優佳は先に頭を下げたが、それは話の口火を切らせるための便宜にすぎない。
今回の問題は、僕と優佳がいままで過ごしてきた中で、優佳がずっと怒りを抱えてきた部分だ。
だから僕は自分の恥を、十年の妄信をしっかり捨てて、優佳の心に訴えなければいけない。そこに自分から踏み込んでいかなければ、優佳とのこれからは絶対にありえない。
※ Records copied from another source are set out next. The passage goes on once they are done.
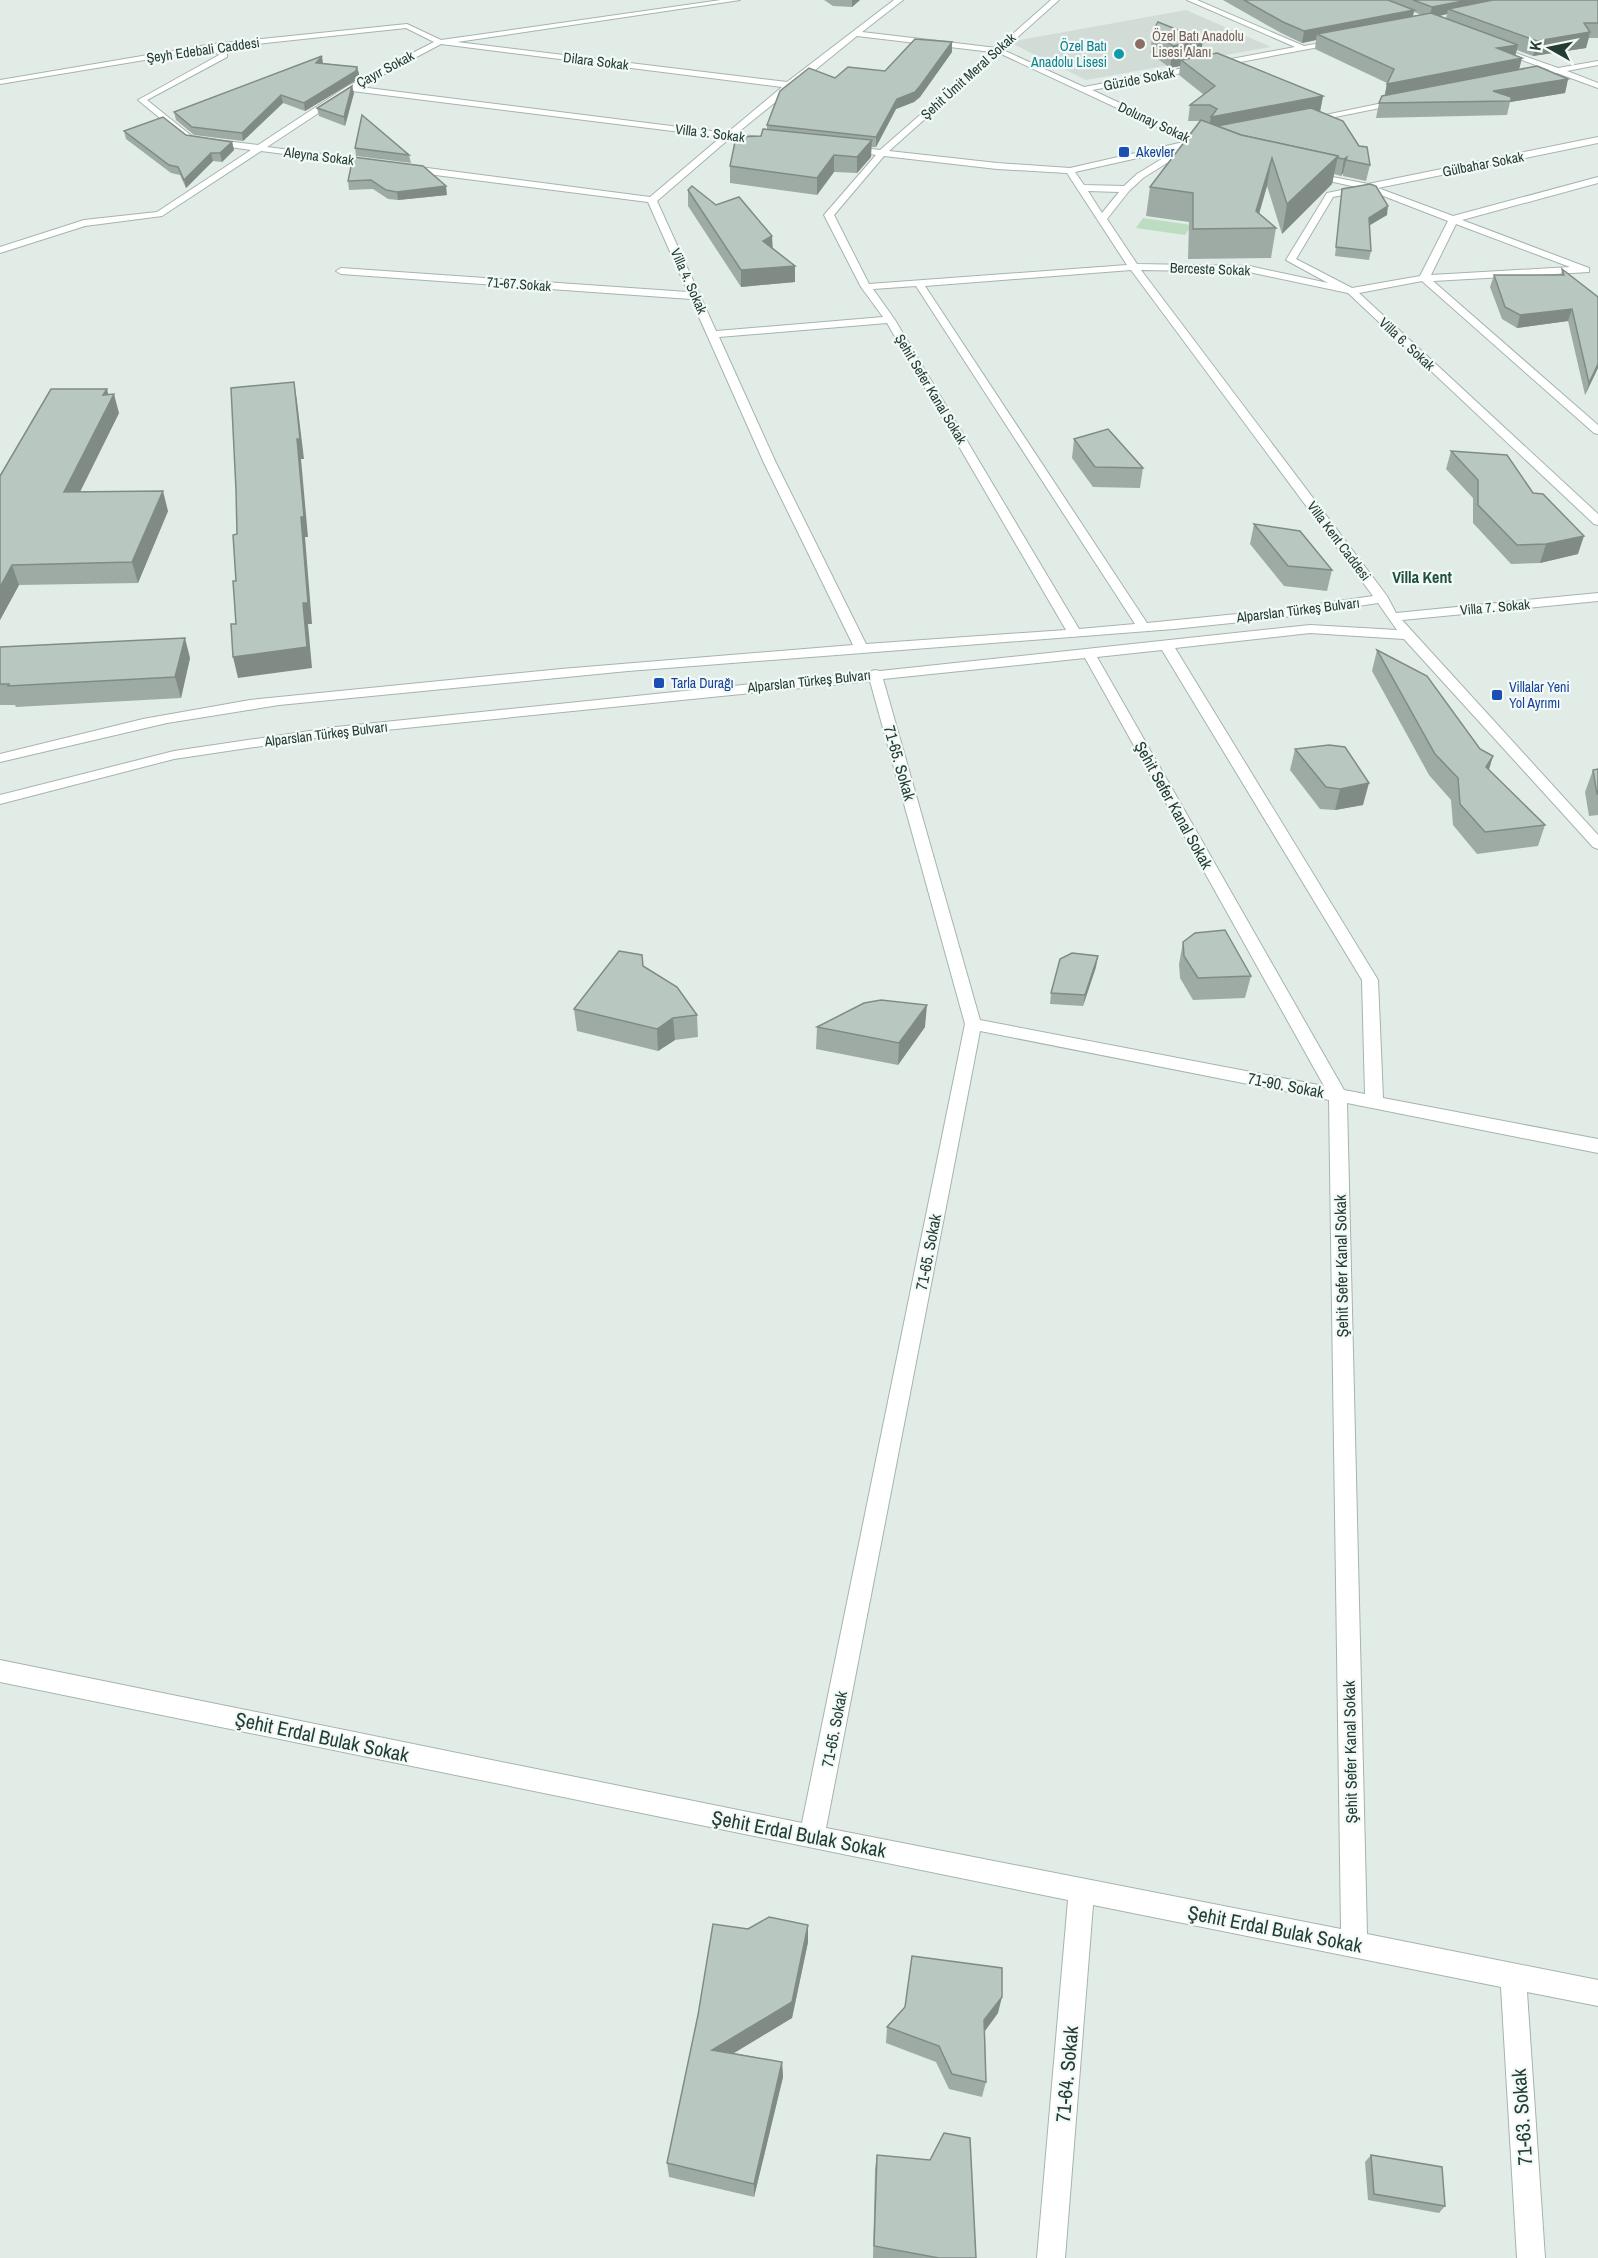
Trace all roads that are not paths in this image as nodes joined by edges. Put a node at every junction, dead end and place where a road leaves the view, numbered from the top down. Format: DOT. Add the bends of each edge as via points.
graph roads {
  1 [pos="736,0"];
  2 [pos="899,0"];
  3 [pos="1055,0"];
  4 [pos="1191,0"];
  5 [pos="407,26"];
  6 [pos="857,34"];
  7 [pos="1349,39"];
  8 [pos="440,42"];
  9 [pos="1483,43"];
  10 [pos="213,46"];
  11 [pos="1304,48"];
  12 [pos="998,50"];
  13 [pos="1598,63"];
  14 [pos="1558,71"];
  15 [pos="1523,78"];
  16 [pos="0,82"];
  17 [pos="789,85"];
  18 [pos="1598,86"];
  19 [pos="351,88"];
  20 [pos="1085,89"];
  21 [pos="1418,98"];
  22 [pos="1300,121"];
  23 [pos="729,136"];
  24 [pos="1218,137"];
  25 [pos="1598,140"];
  26 [pos="776,141"];
  27 [pos="1194,141"];
  28 [pos="835,148"];
  29 [pos="1213,148"];
  30 [pos="261,149"];
  31 [pos="882,153"];
  32 [pos="1100,164"];
  33 [pos="1120,170"];
  34 [pos="1070,171"];
  35 [pos="1299,172"];
  36 [pos="1598,180"];
  37 [pos="1368,187"];
  38 [pos="1081,188"];
  39 [pos="1126,189"];
  40 [pos="652,200"];
  41 [pos="1102,219"];
  42 [pos="1454,219"];
  43 [pos="44,235"];
  44 [pos="11,236"];
  45 [pos="0,250"];
  46 [pos="1134,267"];
  47 [pos="1598,267"];
  48 [pos="1586,270"];
  49 [pos="341,271"];
  50 [pos="1424,278"];
  51 [pos="1598,279"];
  52 [pos="918,282"];
  53 [pos="867,287"];
  54 [pos="1351,291"];
  55 [pos="696,296"];
  56 [pos="890,320"];
  57 [pos="712,334"];
  58 [pos="1598,431"];
  59 [pos="1598,521"];
  60 [pos="1598,597"];
  61 [pos="1382,599"];
  62 [pos="1392,617"];
  63 [pos="1143,627"];
  64 [pos="1075,633"];
  65 [pos="1409,635"];
  66 [pos="1166,645"];
  67 [pos="862,649"];
  68 [pos="1089,654"];
  69 [pos="875,675"];
  70 [pos="0,758"];
  71 [pos="0,800"];
  72 [pos="1598,844"];
  73 [pos="973,1024"];
  74 [pos="1338,1095"];
  75 [pos="1374,1102"];
  76 [pos="1598,1146"];
  77 [pos="0,1671"];
  78 [pos="812,1837"];
  79 [pos="1082,1890"];
  80 [pos="1354,1944"];
  81 [pos="1514,1977"];
  82 [pos="1598,1993"];
  83 [pos="1052,2258"];
  84 [pos="1531,2258"];
  1 -- 8 [label="street, Çayır Sokak"];
  2 -- 6 [label="street"];
  3 -- 12 [label="street, Şehit Ümit Meral Sokak"];
  4 -- 11 [label="street"];
  5 -- 8 [label="street, Dilara Sokak"];
  5 -- 10 [label="street, Şeyh Edebali Caddesi"];
  6 -- 12 [label="street, Dolunay Sokak"];
  6 -- 17 [label="street"];
  7 -- 11 [label="street, Güzide Sokak"];
  8 -- 17 [label="street, Dilara Sokak"];
  8 -- 19 [label="street, Çayır Sokak"];
  9 -- 14 [label="street"];
  10 -- 16 [label="street, Şeyh Edebali Caddesi"];
  10 -- 30 [label="street, Aleyna Sokak" via="224,55 142,100 191,139"];
  11 -- 20 [label="street, Güzide Sokak"];
  12 -- 20 [label="street, Dolunay Sokak"];
  12 -- 31 [label="street, Şehit Ümit Meral Sokak"];
  13 -- 14 [label="street"];
  14 -- 15 [label="street"];
  14 -- 18 [label="street"];
  17 -- 23 [label="street"];
  19 -- 23 [label="street, Villa 3. Sokak"];
  19 -- 30 [label="street, Çayır Sokak"];
  20 -- 27 [label="street, Dolunay Sokak"];
  21 -- 22 [label="street"];
  23 -- 26 [label="street, Villa 3. Sokak"];
  23 -- 40 [label="street"];
  24 -- 27 [label="street"];
  25 -- 37 [label="street, Gülbahar Sokak"];
  27 -- 29 [label="street, Dolunay Sokak"];
  27 -- 32 [label="street"];
  27 -- 39 [label="street" via="1135,174"];
  28 -- 31 [label="street"];
  30 -- 40 [label="street, Aleyna Sokak"];
  30 -- 43 [label="street, Çayır Sokak" via="159,214 84,223"];
  31 -- 34 [label="street"];
  31 -- 53 [label="street, Şehit Sefer Kanal Sokak" via="829,215"];
  32 -- 33 [label="street"];
  32 -- 34 [label="street"];
  34 -- 38 [label="street, Villa Kent Caddesi"];
  35 -- 37 [label="street"];
  36 -- 42 [label="street"];
  37 -- 42 [label="street"];
  37 -- 54 [label="street, Villa 6. Sokak" via="1330,195 1291,260"];
  38 -- 39 [label="street"];
  38 -- 41 [label="street, Villa Kent Caddesi"];
  39 -- 41 [label="street"];
  40 -- 55 [label="street, Villa 4. Sokak"];
  41 -- 46 [label="street, Villa Kent Caddesi"];
  42 -- 48 [label="street"];
  42 -- 50 [label="street"];
  43 -- 44 [label="street"];
  43 -- 45 [label="street, Çayır Sokak"];
  46 -- 52 [label="street, Berceste Sokak"];
  46 -- 54 [label="street, Berceste Sokak" via="1249,269"];
  46 -- 61 [label="street, Villa Kent Caddesi"];
  47 -- 48 [label="street, Berceste Sokak"];
  48 -- 50 [label="street, Berceste Sokak"];
  48 -- 51 [label="street"];
  49 -- 55 [label="street, 71-67.Sokak"];
  50 -- 54 [label="street, Berceste Sokak"];
  50 -- 58 [label="street"];
  52 -- 53 [label="street, Berceste Sokak"];
  52 -- 63 [label="street"];
  53 -- 56 [label="street, Şehit Sefer Kanal Sokak"];
  54 -- 59 [label="street, Villa 6. Sokak"];
  55 -- 57 [label="street, Villa 4. Sokak"];
  56 -- 57 [label="street"];
  56 -- 64 [label="street, Şehit Sefer Kanal Sokak"];
  57 -- 67 [label="street, Villa 4. Sokak" via="770,463"];
  60 -- 62 [label="street, Villa 7. Sokak"];
  61 -- 62 [label="street, Villa Kent Caddesi"];
  61 -- 63 [label="street, Alparslan Türkeş Bulvarı"];
  62 -- 65 [label="street, Villa Kent Caddesi"];
  63 -- 64 [label="street, Alparslan Türkeş Bulvarı"];
  64 -- 67 [label="street, Alparslan Türkeş Bulvarı"];
  65 -- 66 [label="street, Alparslan Türkeş Bulvarı" via="1310,629"];
  65 -- 72 [label="street, Villa Kent Caddesi"];
  66 -- 68 [label="street, Alparslan Türkeş Bulvarı"];
  66 -- 75 [label="street" via="1370,980"];
  67 -- 70 [label="street, Alparslan Türkeş Bulvarı" via="504,678 254,704 160,720"];
  68 -- 69 [label="street, Alparslan Türkeş Bulvarı"];
  68 -- 74 [label="street, Şehit Sefer Kanal Sokak"];
  69 -- 71 [label="street, Alparslan Türkeş Bulvarı" via="174,754"];
  69 -- 73 [label="street, 71-65. Sokak"];
  73 -- 74 [label="street, 71-90. Sokak"];
  73 -- 78 [label="street, 71-65. Sokak"];
  74 -- 75 [label="street, 71-90. Sokak"];
  74 -- 80 [label="street, Şehit Sefer Kanal Sokak"];
  75 -- 76 [label="street, 71-90. Sokak"];
  77 -- 78 [label="street, Şehit Erdal Bulak Sokak"];
  78 -- 79 [label="street, Şehit Erdal Bulak Sokak"];
  79 -- 80 [label="street, Şehit Erdal Bulak Sokak"];
  79 -- 83 [label="street, 71-64. Sokak"];
  80 -- 81 [label="street, Şehit Erdal Bulak Sokak"];
  81 -- 82 [label="street, Şehit Erdal Bulak Sokak"];
  81 -- 84 [label="street, 71-63. Sokak"];
}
「わかった風な口をきいているかもしれない、僕の謝罪がそもそも筋違いなのかもしれない。でも僕は……優佳とまた過ごしていきたい」
頭を少し上げ、優佳と目線を交わそうとした。
けれど僕のことをずっと眺めてきたであろう視線は、逃れるように横にずらされ、斜め下に逸れていく。
その優佳が、本当の優佳だ。
先ほどまでの”仮面をかぶった笑顔”でもなく”明るくしようといつも通りを振る舞う”顔でもない。
僕に対して不満と、不信を持つ、素の優佳。僕が顔を合わせなければいけないのは、こっちの顔。久しぶりに触れ合い、涙を流した僕の頭を抱えることはできても、キスまでは絶対に許すはずのない、等身大の感情を持った彼女。
「……はは、サトシって。ホント不器用。そんなこと言う必要、ないのに」
「でも、口で伝えないと……」
「うん、わかってる。言わなくてもサトシのことは、わかってるよ」
僕が口で伝えようとする意味を、看破してしまう彼女。
「サトシは、さ」
「うん」
「どうして、いま李さんに会おうと思ったの?」
「傑先輩と、エーコに、会った」
「二階堂君に、エーコちゃん?」
意外そうな反応を示す。
「優佳が帰ってきて、レイカといるところを見られて、李さんの国に行った話を聞いて、僕はなにがなんだかわからなくなってしまった」
”レイカといるところを見られて”という言葉に、優佳は息を呑む。
優佳の仮面は徹底的に剥がさなければいけない。だから僕は優佳が確信に触れたい部分を、隠さずにどんどん見せつけていくべきだ。
「あのとき僕は、レイカを守る選択をしようとした。レイカが僕の知らない間に、思いもよらないほど自分を悲観していたから」
優佳はもう口を挟まない。
話の真偽を探り、吟味している。
「だから僕は自分の人生を乗せてレイカを救おうとした。……もちろん優佳のことは気になった、けれど目の前のレイカを放ってはおけなかった」
馬鹿正直に全部を伝える僕の視線を、今度こそは逸らさず、真正面から受け止める。
先日の早朝では、やらかしてしまった。
徹夜明けの頭で舞い上がっていたから、なんて言い訳はしない。
だから今日この日が来たときに、しなければならない話のすべては頭に入っている。
優佳を傷つけず、すべてを伝えられて、また一緒に暮らすことを念頭に置いて、僕が許してもらうための話。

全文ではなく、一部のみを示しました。